• _PROBLEM DETAILS_
What lines in the data hold the string "edges"? Show them.

### SUPPLIED INFORMATION ###

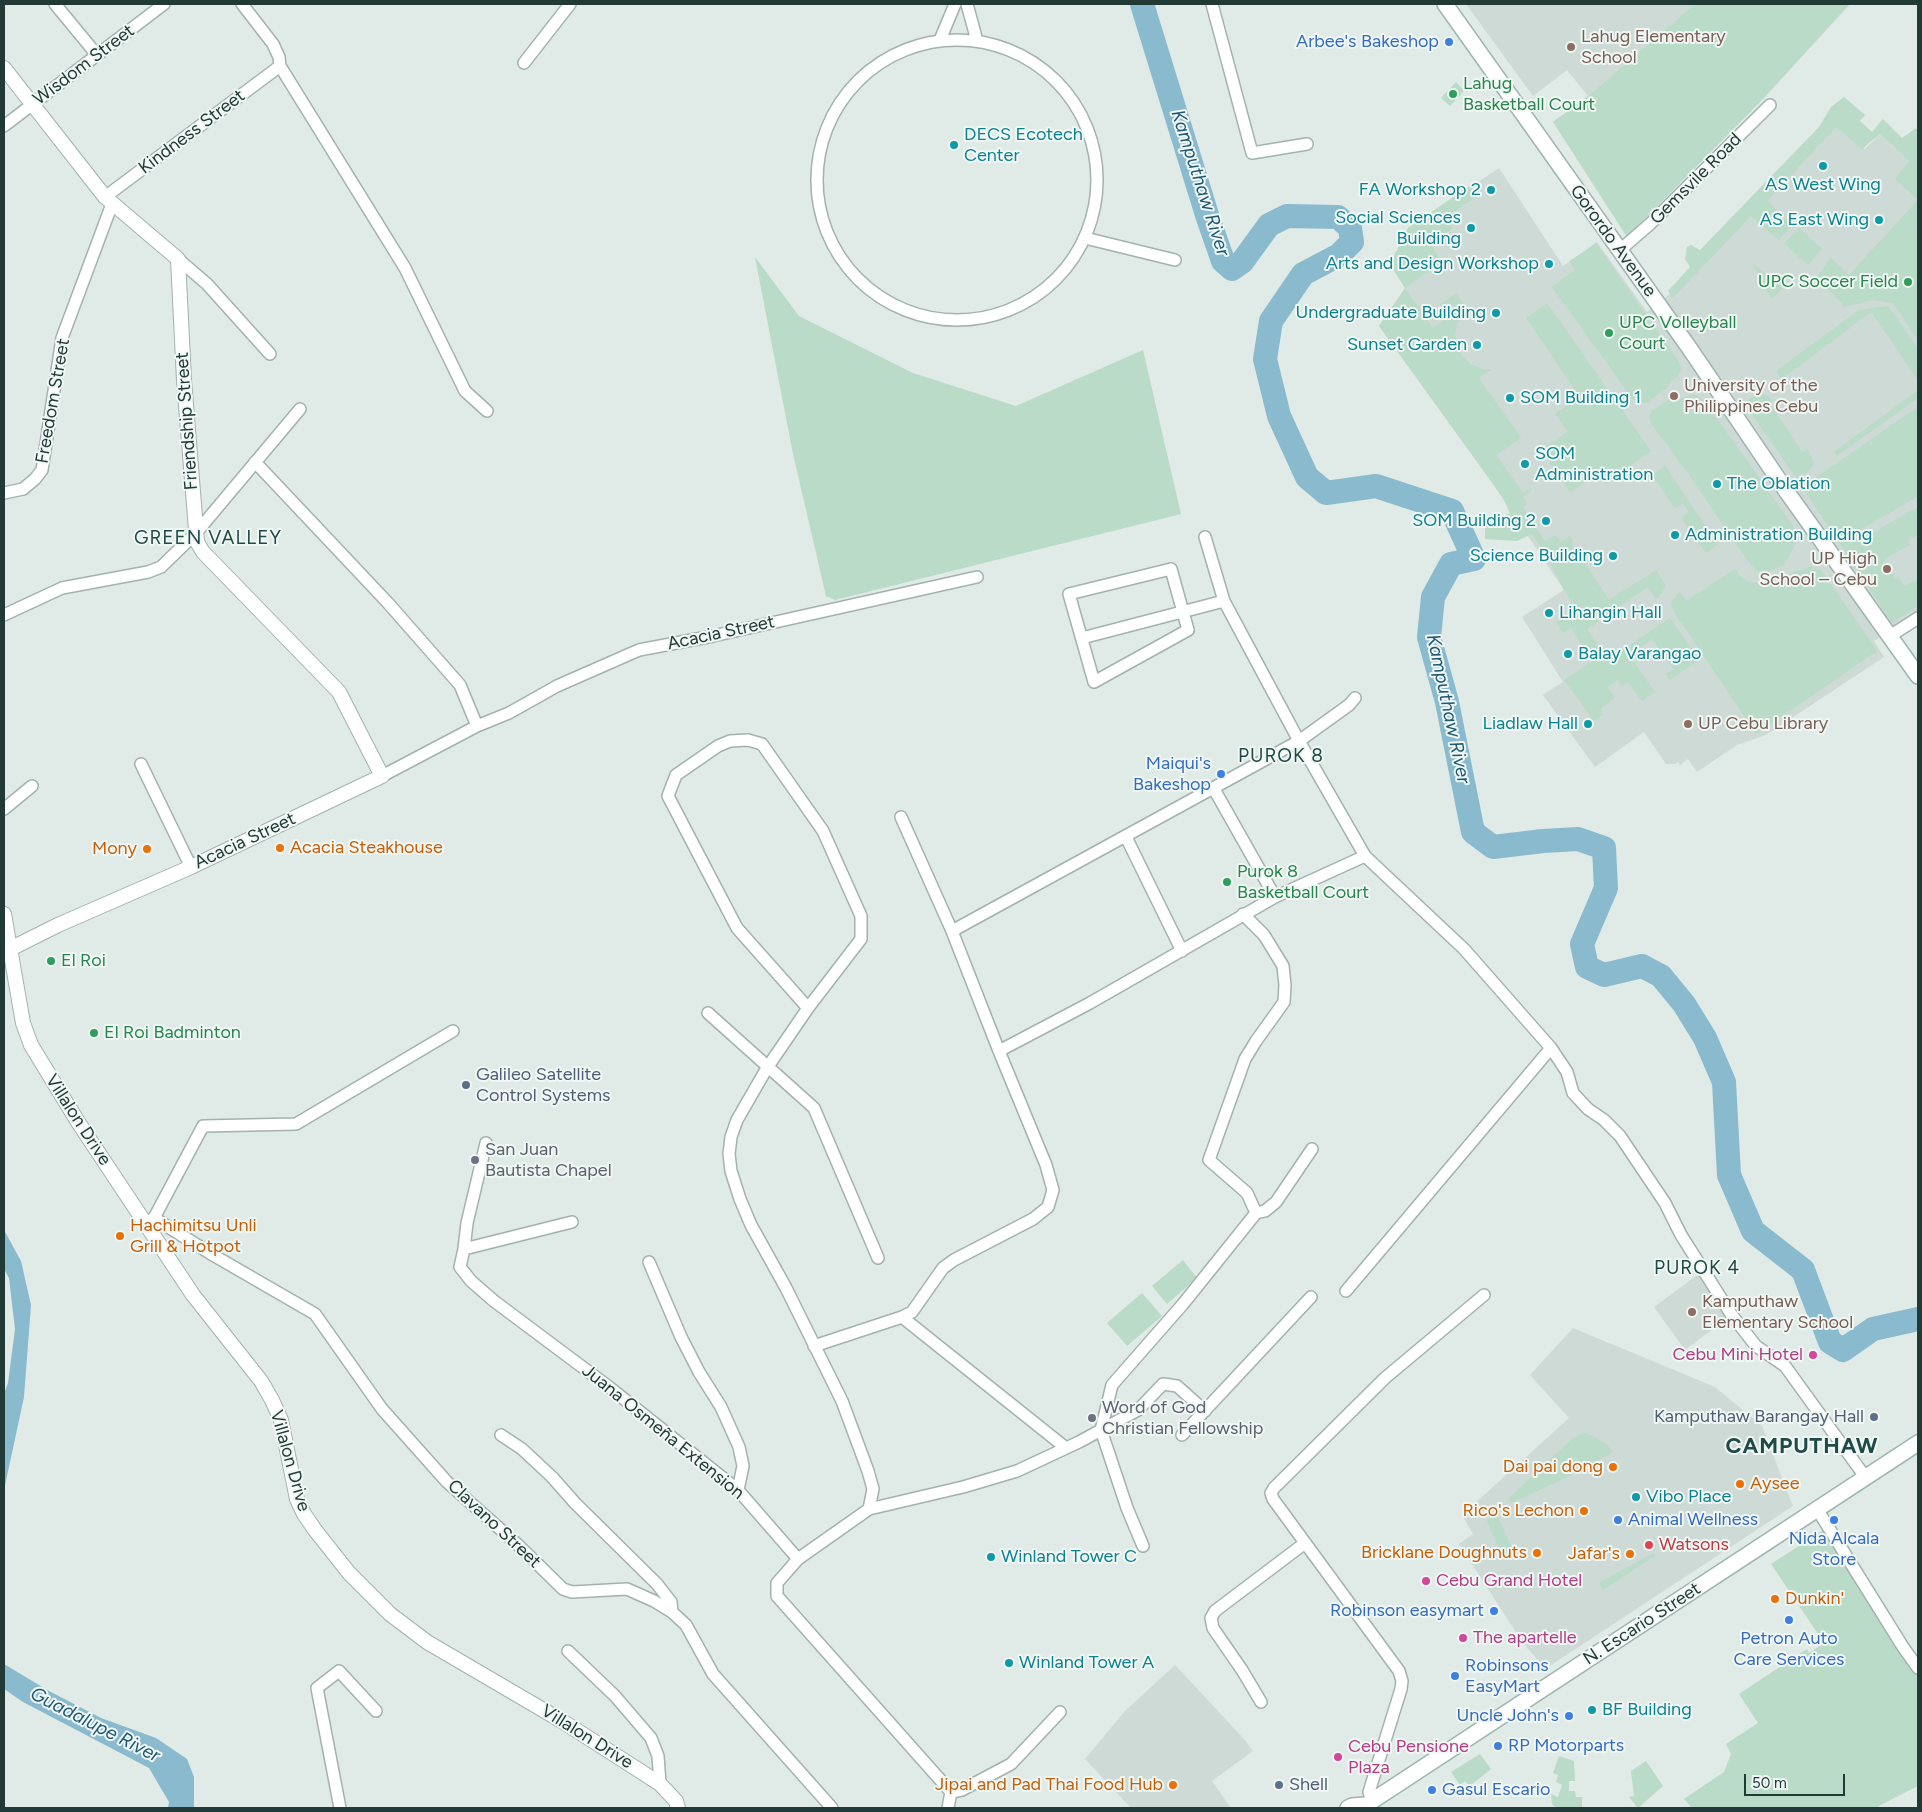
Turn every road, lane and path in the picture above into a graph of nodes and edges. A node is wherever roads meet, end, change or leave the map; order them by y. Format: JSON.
{"nodes":[{"id":1,"x":55,"y":4,"type":"edge"},
{"id":2,"x":164,"y":4,"type":"edge"},
{"id":3,"x":242,"y":4,"type":"edge"},
{"id":4,"x":570,"y":4,"type":"edge"},
{"id":5,"x":955,"y":4,"type":"edge"},
{"id":6,"x":967,"y":4,"type":"edge"},
{"id":7,"x":1212,"y":4,"type":"edge"},
{"id":8,"x":1445,"y":4,"type":"edge"},
{"id":9,"x":940,"y":40,"type":"junction"},
{"id":10,"x":977,"y":41,"type":"junction"},
{"id":11,"x":97,"y":55,"type":"junction"},
{"id":12,"x":524,"y":63,"type":"dead end"},
{"id":13,"x":280,"y":66,"type":"junction"},
{"id":14,"x":4,"y":68,"type":"edge"},
{"id":15,"x":32,"y":105,"type":"junction"},
{"id":16,"x":1770,"y":105,"type":"dead end"},
{"id":17,"x":4,"y":126,"type":"edge"},
{"id":18,"x":1307,"y":144,"type":"dead end"},
{"id":19,"x":109,"y":201,"type":"junction"},
{"id":20,"x":1085,"y":238,"type":"junction"},
{"id":21,"x":1620,"y":250,"type":"junction"},
{"id":22,"x":178,"y":260,"type":"junction"},
{"id":23,"x":1175,"y":260,"type":"dead end"},
{"id":24,"x":270,"y":354,"type":"dead end"},
{"id":25,"x":300,"y":409,"type":"dead end"},
{"id":26,"x":487,"y":411,"type":"dead end"},
{"id":27,"x":256,"y":462,"type":"junction"},
{"id":28,"x":4,"y":493,"type":"edge"},
{"id":29,"x":196,"y":533,"type":"junction"},
{"id":30,"x":1205,"y":537,"type":"dead end"},
{"id":31,"x":977,"y":577,"type":"dead end"},
{"id":32,"x":1224,"y":602,"type":"junction"},
{"id":33,"x":1183,"y":613,"type":"junction"},
{"id":34,"x":4,"y":615,"type":"edge"},
{"id":35,"x":1918,"y":618,"type":"edge"},
{"id":36,"x":1890,"y":636,"type":"junction"},
{"id":37,"x":1082,"y":638,"type":"junction"},
{"id":38,"x":1918,"y":676,"type":"edge"},
{"id":39,"x":1355,"y":698,"type":"dead end"},
{"id":40,"x":477,"y":726,"type":"junction"},
{"id":41,"x":1299,"y":741,"type":"junction"},
{"id":42,"x":142,"y":764,"type":"dead end"},
{"id":43,"x":382,"y":776,"type":"junction"},
{"id":44,"x":32,"y":786,"type":"dead end"},
{"id":45,"x":1214,"y":789,"type":"junction"},
{"id":46,"x":4,"y":809,"type":"edge"},
{"id":47,"x":901,"y":817,"type":"dead end"},
{"id":48,"x":1126,"y":837,"type":"junction"},
{"id":49,"x":1365,"y":856,"type":"junction"},
{"id":50,"x":191,"y":867,"type":"junction"},
{"id":51,"x":1275,"y":897,"type":"junction"},
{"id":52,"x":4,"y":914,"type":"edge"},
{"id":53,"x":1243,"y":914,"type":"junction"},
{"id":54,"x":952,"y":931,"type":"junction"},
{"id":55,"x":10,"y":949,"type":"junction"},
{"id":56,"x":1182,"y":951,"type":"junction"},
{"id":57,"x":808,"y":1008,"type":"junction"},
{"id":58,"x":708,"y":1013,"type":"dead end"},
{"id":59,"x":453,"y":1032,"type":"dead end"},
{"id":60,"x":1551,"y":1048,"type":"junction"},
{"id":61,"x":998,"y":1051,"type":"junction"},
{"id":62,"x":767,"y":1068,"type":"junction"},
{"id":63,"x":486,"y":1143,"type":"dead end"},
{"id":64,"x":1312,"y":1149,"type":"dead end"},
{"id":65,"x":1256,"y":1213,"type":"junction"},
{"id":66,"x":150,"y":1221,"type":"junction"},
{"id":67,"x":572,"y":1222,"type":"dead end"},
{"id":68,"x":464,"y":1249,"type":"junction"},
{"id":69,"x":878,"y":1258,"type":"dead end"},
{"id":70,"x":649,"y":1262,"type":"dead end"},
{"id":71,"x":1346,"y":1290,"type":"dead end"},
{"id":72,"x":1484,"y":1295,"type":"dead end"},
{"id":73,"x":1311,"y":1297,"type":"dead end"},
{"id":74,"x":902,"y":1317,"type":"junction"},
{"id":75,"x":814,"y":1346,"type":"junction"},
{"id":76,"x":1205,"y":1411,"type":"junction"},
{"id":77,"x":1101,"y":1430,"type":"junction"},
{"id":78,"x":501,"y":1435,"type":"dead end"},
{"id":79,"x":1182,"y":1436,"type":"dead end"},
{"id":80,"x":1918,"y":1443,"type":"edge"},
{"id":81,"x":1066,"y":1448,"type":"junction"},
{"id":82,"x":1866,"y":1478,"type":"junction"},
{"id":83,"x":738,"y":1490,"type":"junction"},
{"id":84,"x":868,"y":1509,"type":"junction"},
{"id":85,"x":1817,"y":1509,"type":"junction"},
{"id":86,"x":1305,"y":1543,"type":"junction"},
{"id":87,"x":1143,"y":1546,"type":"dead end"},
{"id":88,"x":798,"y":1559,"type":"junction"},
{"id":89,"x":672,"y":1612,"type":"junction"},
{"id":90,"x":568,"y":1651,"type":"dead end"},
{"id":91,"x":1918,"y":1668,"type":"edge"},
{"id":92,"x":1261,"y":1702,"type":"dead end"},
{"id":93,"x":376,"y":1711,"type":"dead end"},
{"id":94,"x":1060,"y":1712,"type":"dead end"},
{"id":95,"x":660,"y":1784,"type":"junction"},
{"id":96,"x":951,"y":1792,"type":"junction"},
{"id":97,"x":1367,"y":1805,"type":"edge"},
{"id":98,"x":340,"y":1808,"type":"edge"},
{"id":99,"x":678,"y":1808,"type":"edge"},
{"id":100,"x":832,"y":1808,"type":"edge"},
{"id":101,"x":948,"y":1808,"type":"edge"},
{"id":102,"x":1348,"y":1808,"type":"edge"}],
"edges":[{"from":1,"to":11,"type":"street"},
{"from":2,"to":11,"type":"street","name":"Wisdom Street"},
{"from":3,"to":13,"type":"street"},
{"from":4,"to":12,"type":"street"},
{"from":5,"to":9,"type":"street"},
{"from":6,"to":10,"type":"street"},
{"from":7,"to":18,"type":"street"},
{"from":8,"to":21,"type":"main road","name":"Gorordo Avenue"},
{"from":9,"to":10,"type":"street"},
{"from":9,"to":20,"type":"street"},
{"from":10,"to":20,"type":"street"},
{"from":11,"to":15,"type":"street","name":"Wisdom Street"},
{"from":13,"to":19,"type":"street","name":"Kindness Street"},
{"from":13,"to":26,"type":"street"},
{"from":14,"to":15,"type":"street"},
{"from":15,"to":17,"type":"street","name":"Wisdom Street"},
{"from":15,"to":19,"type":"street"},
{"from":16,"to":21,"type":"street","name":"Gemsvile Road"},
{"from":19,"to":22,"type":"street"},
{"from":19,"to":28,"type":"street","name":"Freedom Street"},
{"from":20,"to":23,"type":"street"},
{"from":21,"to":36,"type":"main road","name":"Gorordo Avenue"},
{"from":22,"to":24,"type":"street"},
{"from":22,"to":29,"type":"street","name":"Friendship Street"},
{"from":25,"to":27,"type":"street"},
{"from":27,"to":29,"type":"street"},
{"from":27,"to":40,"type":"street"},
{"from":29,"to":34,"type":"street"},
{"from":29,"to":43,"type":"street","name":"Friendship Street"},
{"from":30,"to":32,"type":"street"},
{"from":31,"to":40,"type":"street","name":"Acacia Street"},
{"from":32,"to":33,"type":"street"},
{"from":32,"to":41,"type":"street"},
{"from":33,"to":37,"type":"street"},
{"from":33,"to":37,"type":"street"},
{"from":33,"to":37,"type":"street"},
{"from":35,"to":36,"type":"street"},
{"from":36,"to":38,"type":"main road","name":"Gorordo Avenue"},
{"from":39,"to":41,"type":"street"},
{"from":40,"to":43,"type":"street","name":"Acacia Street"},
{"from":41,"to":45,"type":"street"},
{"from":41,"to":49,"type":"street"},
{"from":42,"to":50,"type":"street"},
{"from":43,"to":50,"type":"street","name":"Acacia Street"},
{"from":44,"to":46,"type":"street"},
{"from":45,"to":48,"type":"street"},
{"from":45,"to":51,"type":"street"},
{"from":47,"to":54,"type":"street"},
{"from":48,"to":54,"type":"street"},
{"from":48,"to":56,"type":"street"},
{"from":49,"to":51,"type":"street"},
{"from":49,"to":60,"type":"street"},
{"from":50,"to":55,"type":"street","name":"Acacia Street"},
{"from":51,"to":53,"type":"street"},
{"from":52,"to":55,"type":"street","name":"Villalon Drive"},
{"from":53,"to":56,"type":"street"},
{"from":53,"to":65,"type":"street"},
{"from":54,"to":61,"type":"street"},
{"from":55,"to":66,"type":"street","name":"Villalon Drive"},
{"from":56,"to":61,"type":"street"},
{"from":57,"to":57,"type":"street"},
{"from":57,"to":62,"type":"street"},
{"from":58,"to":62,"type":"street"},
{"from":59,"to":66,"type":"street"},
{"from":60,"to":71,"type":"street"},
{"from":60,"to":82,"type":"street"},
{"from":61,"to":74,"type":"street"},
{"from":62,"to":69,"type":"street"},
{"from":62,"to":75,"type":"street"},
{"from":63,"to":68,"type":"street","name":"Juana Osmeña Extension"},
{"from":64,"to":65,"type":"street"},
{"from":65,"to":77,"type":"street"},
{"from":66,"to":89,"type":"street","name":"Clavano Street"},
{"from":66,"to":95,"type":"street","name":"Villalon Drive"},
{"from":67,"to":68,"type":"street"},
{"from":68,"to":83,"type":"street","name":"Juana Osmeña Extension"},
{"from":70,"to":83,"type":"street"},
{"from":72,"to":86,"type":"street"},
{"from":73,"to":76,"type":"street"},
{"from":74,"to":75,"type":"street"},
{"from":74,"to":81,"type":"street"},
{"from":75,"to":84,"type":"street"},
{"from":76,"to":77,"type":"street"},
{"from":76,"to":79,"type":"street"},
{"from":77,"to":81,"type":"street"},
{"from":77,"to":87,"type":"street"},
{"from":78,"to":89,"type":"street"},
{"from":80,"to":82,"type":"main road","name":"N. Escario Street"},
{"from":81,"to":84,"type":"street"},
{"from":82,"to":85,"type":"main road","name":"N. Escario Street"},
{"from":83,"to":88,"type":"street","name":"Juana Osmeña Extension"},
{"from":84,"to":88,"type":"street"},
{"from":85,"to":91,"type":"street"},
{"from":85,"to":97,"type":"main road","name":"N. Escario Street"},
{"from":86,"to":92,"type":"street"},
{"from":86,"to":97,"type":"street"},
{"from":88,"to":96,"type":"street"},
{"from":89,"to":100,"type":"street","name":"Clavano Street"},
{"from":90,"to":95,"type":"street"},
{"from":93,"to":98,"type":"street"},
{"from":94,"to":96,"type":"street"},
{"from":95,"to":99,"type":"street","name":"Villalon Drive"},
{"from":96,"to":101,"type":"street"},
{"from":97,"to":102,"type":"main road","name":"N. Escario Street"}]}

###

• _WRITTEN SOLUTION_
Turn every road, lane and path in the picture above into a graph of nodes and edges. A node is wherever roads meet, end, change or leave the map; order them by y. Format: JSON.
"edges":[{"from":1,"to":11,"type":"street"},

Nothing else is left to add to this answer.